Aquinas begins his response with the thing that we’ve already pointed out. If God imposed His will on everything, “away would go deliberation and free choice and the like”. Free choice has to remain inviolate, so we have to find a way around this problem. One of the other things he notes is that if God did impose His will on everything, “the consequence would follow that everything good inevitably came about”. That doesn’t sound so bad – God just decides everything, and everything turns out good? But again, if that was the case, away would go free will. Is that so bad though? Well, we might hypothesise, God doesn’t want slaves, He wants sons and daughters who freely love Him. It still seems like a lot of effort to go through all of this creation – all the sin and death and pain – just to get free sons and daughters.
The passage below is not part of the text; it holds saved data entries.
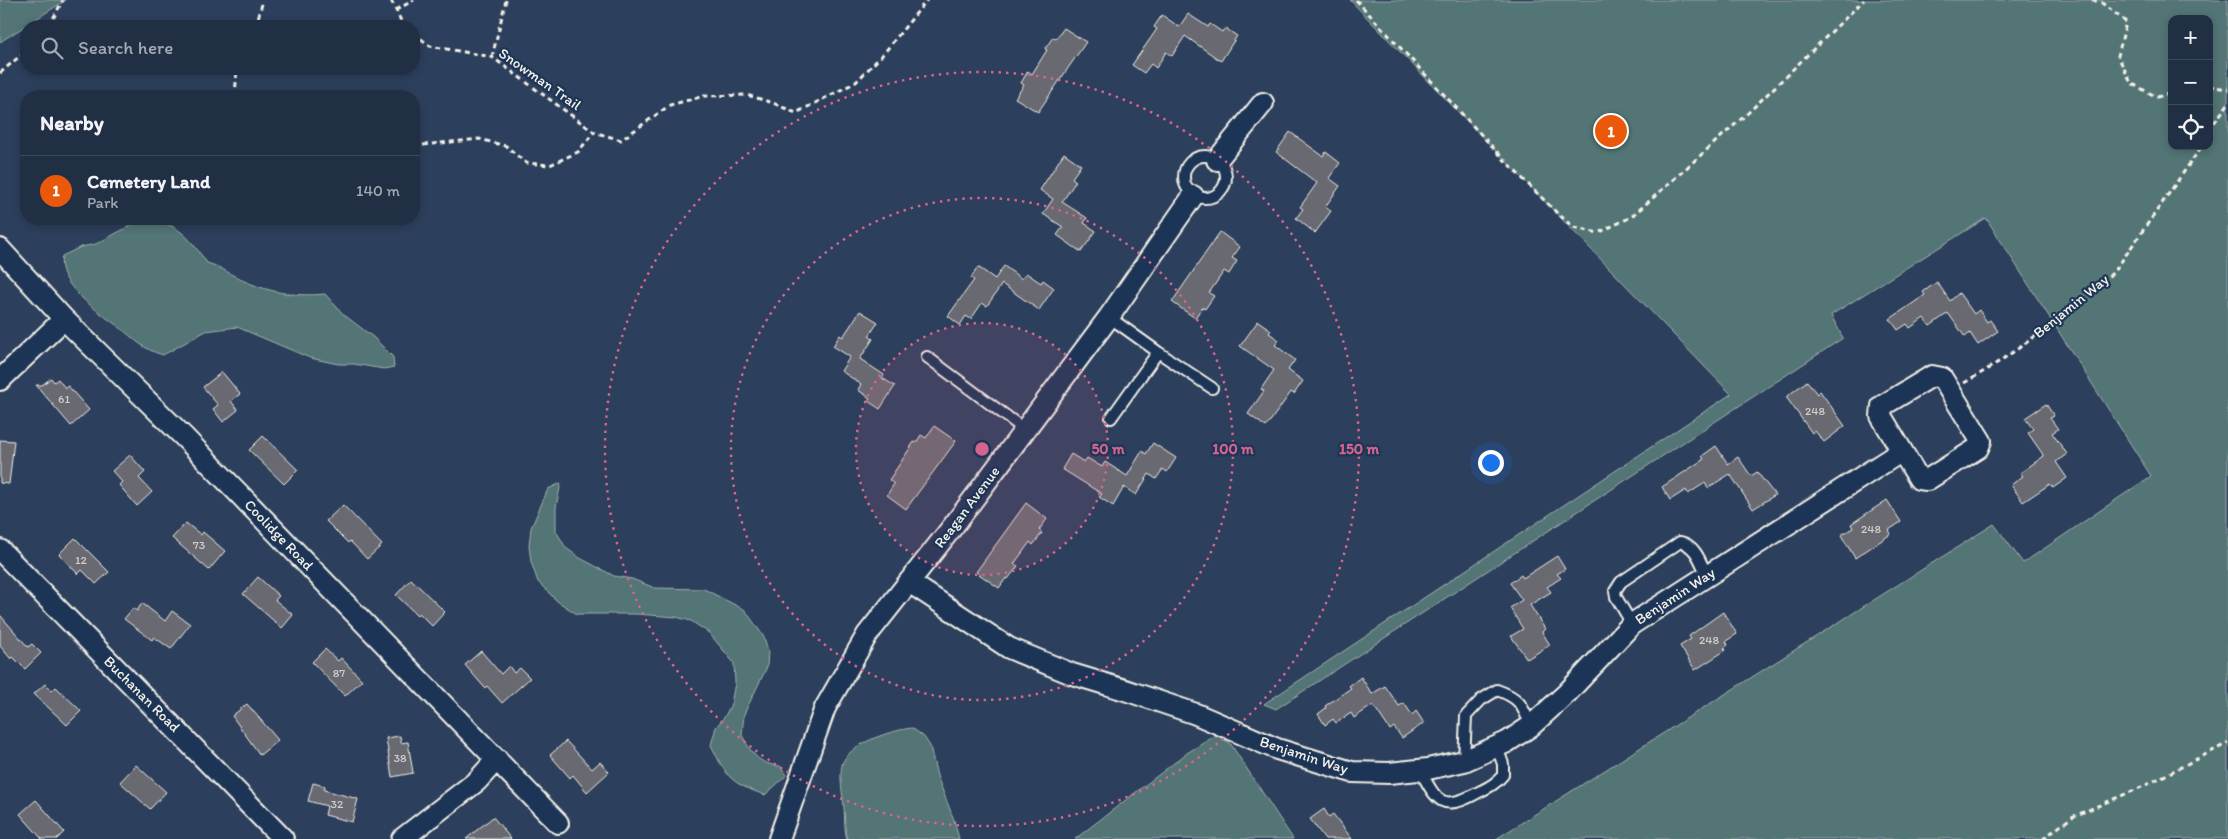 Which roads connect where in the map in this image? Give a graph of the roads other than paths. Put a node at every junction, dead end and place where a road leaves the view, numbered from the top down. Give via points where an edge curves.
1 (1263, 102) dead end
2 (1217, 160) junction
3 (1193, 196) junction
4 (0, 249) edge
5 (1109, 317) junction
6 (64, 319) junction
7 (1158, 352) junction
8 (927, 357) dead end
9 (0, 380) edge
10 (1212, 388) dead end
11 (1110, 418) dead end
12 (1024, 430) junction
13 (1902, 451) junction
14 (0, 550) edge
15 (1707, 576) junction
16 (909, 582) junction
17 (1632, 624) junction
18 (1531, 726) junction
19 (1497, 747) junction
20 (497, 759) junction
21 (1464, 761) junction
22 (1420, 770) junction
23 (558, 823) dead end
24 (283, 839) edge
25 (402, 839) edge
26 (779, 839) edge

Isn’t there an easier way?
Well, anyway. Aquinas argues that “The divine will imposes necessity on some things but not on all.” Are some things necessarily contingent? That’s what I’d call them. Apparently, some people have suggested that God makes necessary things happen through necessary causes, and contingent things through contingent causes. That is, the stuff that’s optional has an optional cause that didn’t necessarily have to exist, so in theory it could’ve gone another way. Aquinas doesn’t like that argument though: “no defect in a secondary cause can stop God’s will taking effect.” He also thinks it’s a bit of a wet argument – if we’re saying that God makes contingent things happen through contingent causes, He’s still making them happen. He’s still choosing everything that happens contingently, so there’s still an imposition of God’s will. That is, there’s still no choice for us as humans.
The distinction is on the right path though. Aquinas ultimately argues that there’s some stuff that God wills to happen necessarily, and there’s some stuff that God wills to be contingent. So He doesn’t will the result per se – He sets up a bunch of choices that’re dependent on our actions (that is, choices that’re contingent), and He prepares the various outcomes of our possible decisions, and then He leaves it up to us. So it’s not that He makes contingent things happen contingently, because that’s still just another form of inevitability. It’s more that He’s prepared a bunch of possible outcomes and leaves the actual decision to us.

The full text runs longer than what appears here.